The Dongxiang–Chinese Translation Project is an open, non-profit initiative dedicated to building high-quality bilingual resources and translation tools for Dongxiang, a low-resource and underrepresented language, with the goal of supporting language preservation, accessibility, and computational research.

Background

Dongxiang (Santa) is a minority language spoken primarily in Gansu Province, China. Due to the scarcity of digitized corpora and linguistic resources, Dongxiang is considered a low-resource language in the field of Natural Language Processing (NLP).

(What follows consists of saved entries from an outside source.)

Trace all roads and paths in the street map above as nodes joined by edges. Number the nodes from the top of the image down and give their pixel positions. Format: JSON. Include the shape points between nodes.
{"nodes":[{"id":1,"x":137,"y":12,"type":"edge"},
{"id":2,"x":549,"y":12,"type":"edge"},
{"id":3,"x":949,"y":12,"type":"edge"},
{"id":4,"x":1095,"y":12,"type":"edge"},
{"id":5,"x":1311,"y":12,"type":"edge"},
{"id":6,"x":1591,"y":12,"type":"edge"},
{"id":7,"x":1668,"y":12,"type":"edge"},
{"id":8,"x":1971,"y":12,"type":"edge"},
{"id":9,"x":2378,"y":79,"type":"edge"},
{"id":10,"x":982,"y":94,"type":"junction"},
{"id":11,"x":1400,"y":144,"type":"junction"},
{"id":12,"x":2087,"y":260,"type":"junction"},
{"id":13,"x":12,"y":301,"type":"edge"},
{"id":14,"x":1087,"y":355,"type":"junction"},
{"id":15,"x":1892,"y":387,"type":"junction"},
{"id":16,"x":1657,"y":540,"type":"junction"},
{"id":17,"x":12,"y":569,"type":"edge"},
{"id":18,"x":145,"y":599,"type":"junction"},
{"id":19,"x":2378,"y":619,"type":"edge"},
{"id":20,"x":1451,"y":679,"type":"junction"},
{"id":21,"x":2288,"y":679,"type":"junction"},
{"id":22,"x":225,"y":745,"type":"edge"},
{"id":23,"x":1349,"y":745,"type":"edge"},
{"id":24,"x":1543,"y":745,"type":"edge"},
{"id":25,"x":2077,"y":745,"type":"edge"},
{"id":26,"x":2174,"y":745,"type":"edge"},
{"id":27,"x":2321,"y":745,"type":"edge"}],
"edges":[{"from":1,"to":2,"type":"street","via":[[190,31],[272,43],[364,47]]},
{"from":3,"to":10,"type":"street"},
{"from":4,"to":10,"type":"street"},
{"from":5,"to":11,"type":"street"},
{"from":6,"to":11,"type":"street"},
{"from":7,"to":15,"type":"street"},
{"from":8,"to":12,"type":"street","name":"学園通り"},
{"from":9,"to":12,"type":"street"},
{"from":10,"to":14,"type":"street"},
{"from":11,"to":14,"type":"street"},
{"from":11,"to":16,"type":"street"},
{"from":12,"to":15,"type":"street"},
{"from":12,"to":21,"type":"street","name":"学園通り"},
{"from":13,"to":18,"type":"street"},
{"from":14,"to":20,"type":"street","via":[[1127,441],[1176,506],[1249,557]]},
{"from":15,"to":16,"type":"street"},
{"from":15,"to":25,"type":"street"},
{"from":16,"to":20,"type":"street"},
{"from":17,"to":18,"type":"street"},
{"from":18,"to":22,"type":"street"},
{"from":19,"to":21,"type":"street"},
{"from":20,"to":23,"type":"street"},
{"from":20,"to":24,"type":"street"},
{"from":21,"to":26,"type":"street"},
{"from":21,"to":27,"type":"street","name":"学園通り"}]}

This project aims to bridge that gap by systematically constructing bilingual dictionaries, aligned sentence data, and experimental translation systems between Dongxiang and Chinese, while also providing a public-facing platform for cultural and linguistic dissemination.

Key Features

  • Dongxiang ↔ Chinese bilingual translation system supporting word-level and sentence-level translation, designed specifically for low-resource language settings;
  • Carefully curated Dongxiang–Chinese dictionary, with systematic cleaning, normalization, and disambiguation to improve linguistic clarity and computational usability;
  • NLP-oriented dataset design, enabling downstream tasks such as machine translation, alignment, and representation learning;
  • Public-facing web platform, providing accessible translation tools while promoting Dongxiang language and cultural awareness;
  • Extensible and research-friendly project structure, allowing seamless integration of new data, models, and evaluation strategies.

Project Structure

.
├── about.html                                          # Project website
├── bilingual.html                
├── customs.html                
├── dictionary.html                
├── history.html                
├── index.html
├── overview.html
├── status.html
├── 404.html                  
│
├── photos/                                             # Images used by the website and documentation
│
├── src/                                                # Source code and data for the translation project
│   ├── Dongxiang_bilingual_book_process.ipynb          # Processes bilingual book data
│   ├── Dongxiang_dictionary_process_and_analysis.ipynb # Parses and analyzes the raw Dongxiang–Chinese dictionary
│   ├── Dongxiang_unpublished_data_process.ipynb        # Processes unpublished Dongxiang language data
│   ├── NLLB_training(Chinese___Dongxiang).ipynb        # Fine-tunes an NLLB model for Chinese → Dongxiang translation
│   ├── NLLB_training(Dongxiang___Chinese).ipynb        # Fine-tunes an NLLB model for Dongxiang → Chinese translation
│   ├── Test.ipynb                                      # Testing and exploratory experiments
│   ├── word_search.ipynb                               # Converts the raw dictionary into a searchable display
│   │
│   └── data/                                           # Linguistic data resources
│       ├── Dongxian_Dictionary11.txt                   # Raw Dongxiang–Chinese dictionary 
│       ├── df_bilingual_book.csv                       # Processed bilingual book data
│       ├── df_interior.csv                             # Processed internal dataset
│       ├── 东乡语366句会话句 少数民族语汉英日俄对照.txt   # Raw bilingual book
│       ├── 东乡语料文字部分1.txt                        # Raw internal dataset
│       ├── 东乡语料文字部分2.txt                        # Raw internal dataset
│       └── word_search.csv                             # CSV derived from Dongxian_Dictionary11.txt for word lookup
│
├── README.md                                           # Project overview and usage instructions
└── LICENSE                                             # Open-source license

Data Description

The Dongxiang–Chinese Translation Project is built on both lexical and sentence-level bilingual data. At the lexical level, a Dongxiang–Chinese dictionary is used to construct a searchable word lookup engine. The dictionary is also used in our EDA process. At the sentence level, bilingual training data is compiled from publicly published materials, as well as internal datasets provided by the Dongxiang County government and Mr. Chen Yuanlong. These sources offer aligned Dongxiang–Chinese sentence pairs suitable for downstream translation modeling. We provide both raw and cleaned datasets to support transparency, reproducibility, and flexible reuse for further experiments and modeling.

Models

We build our translation system on top of NLLB-200-distilled-600M, a multilingual neural machine translation model released by Meta as part of the No Language Left Behind (NLLB) project. NLLB-200 is designed to support translation across more than 200 languages, with a particular emphasis on low-resource and underrepresented languages. This broad multilingual coverage makes the model a practical and principled choice for low-resource translation research.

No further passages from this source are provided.